The arguments parameter in the `run()` method are command-line arguments in our `preprocess.py` script.

In [5]:
timestamp_prefix = strftime("%Y-%m-%d-%H-%M-%S", gmtime())

output_prefix = 'amazon-reviews-scikit-processor-{}'.format(timestamp_prefix)
processing_job_name = 'amazon-reviews-scikit-processor-{}'.format(timestamp_prefix)

print('Processing job name:  {}'.format(processing_job_name))
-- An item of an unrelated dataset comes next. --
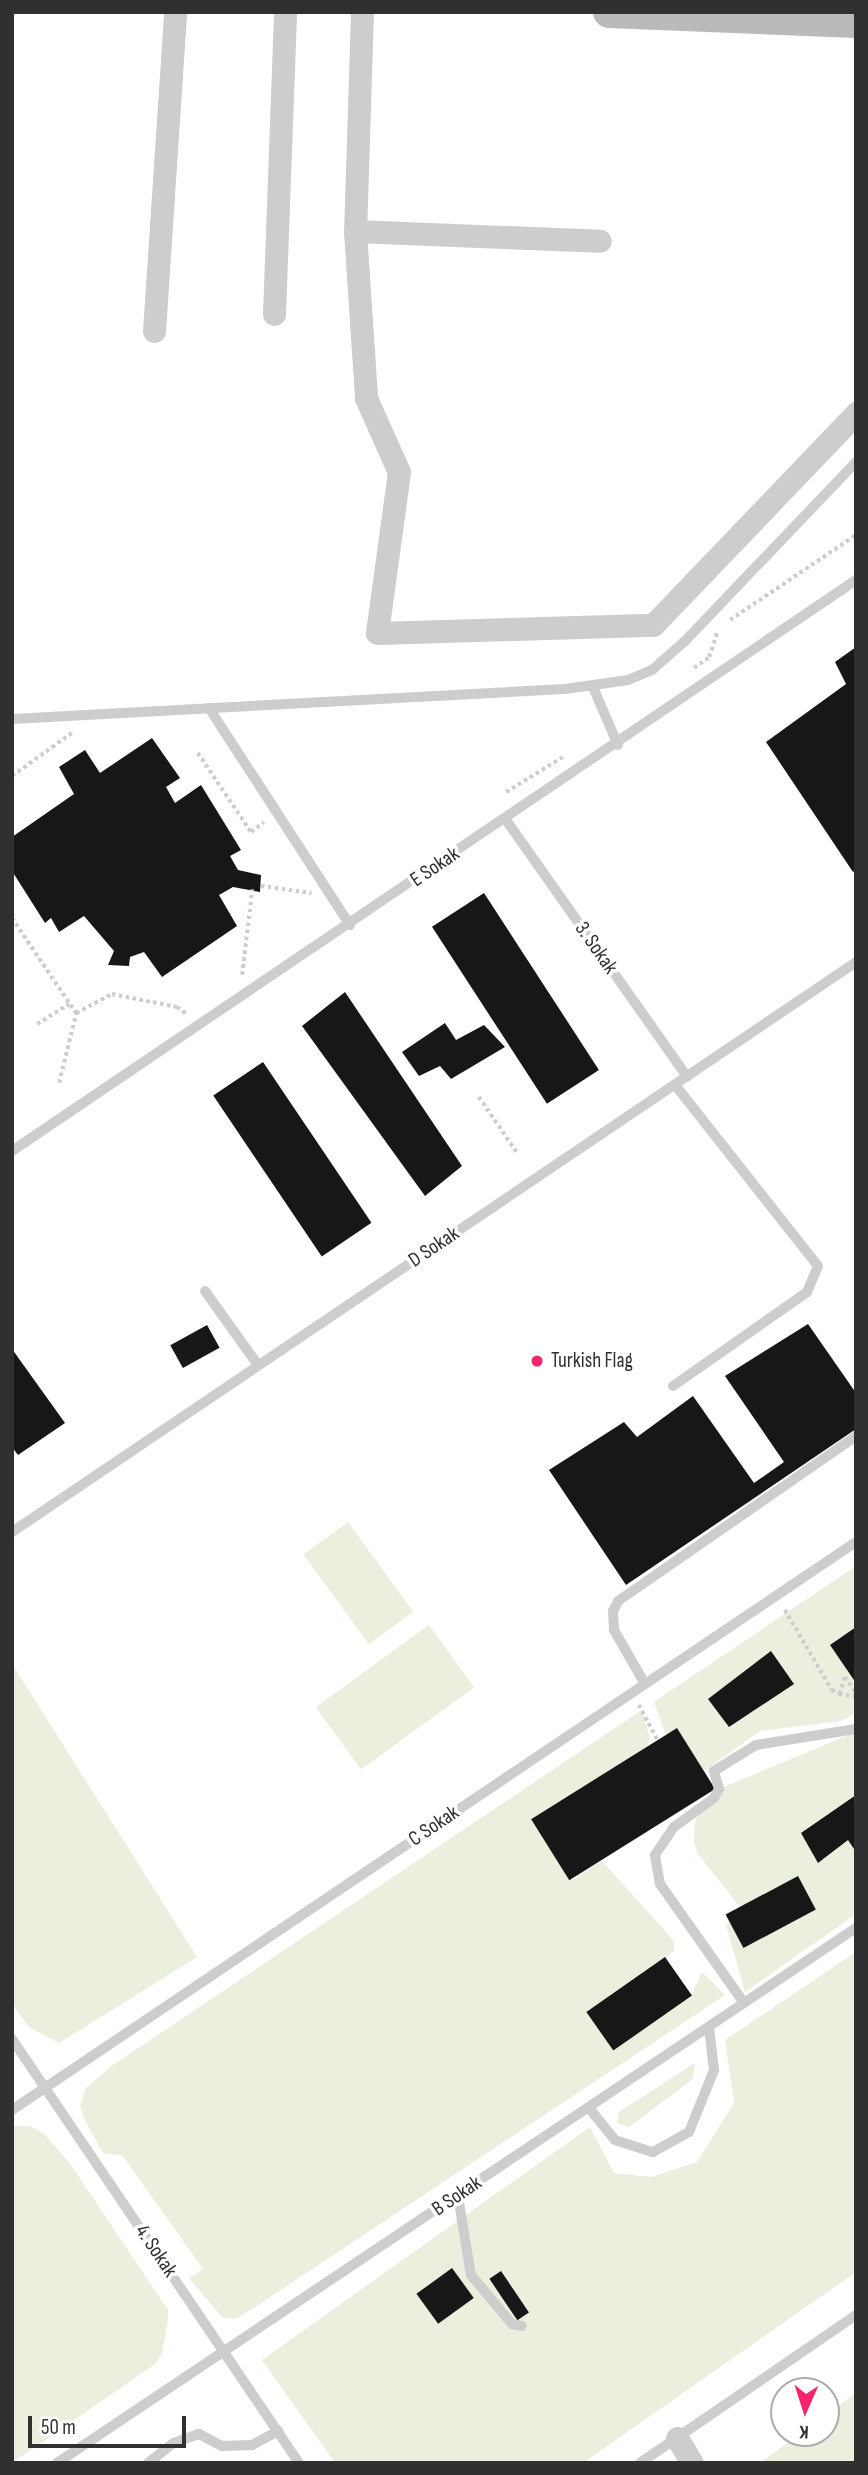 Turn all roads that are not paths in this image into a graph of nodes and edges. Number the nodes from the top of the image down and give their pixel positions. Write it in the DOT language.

Processing job name:  amazon-reviews-scikit-processor-2020-03-06-23-50-36


In [6]:
from sagemaker.sklearn.processing import SKLearnProcessor
from sagemaker.processing import ProcessingInput, ProcessingOutput

sklearn_processor = SKLearnProcessor(
    #base_job_name='amazon-reviews-processor-scikit',
                                     framework_version='0.20.0',
                                     role=role,
                                     instance_type='ml.m5.xlarge',
                                     instance_count=2)

In [7]:
# Inputs
s3_input_data = 's3://amazon-reviews-pds/tsv/'
print(s3_input_data)

s3://amazon-reviews-pds/tsv/


In [None]:
!aws s3 ls $s3_input_data

In [8]:
# Outputs
s3_output_train_data = 's3://{}/{}/train'.format(bucket, output_prefix)
s3_output_validation_data = 's3://{}/{}/validation'.format(bucket, output_prefix)
s3_output_test_data = 's3://{}/{}/test'.format(bucket, output_prefix)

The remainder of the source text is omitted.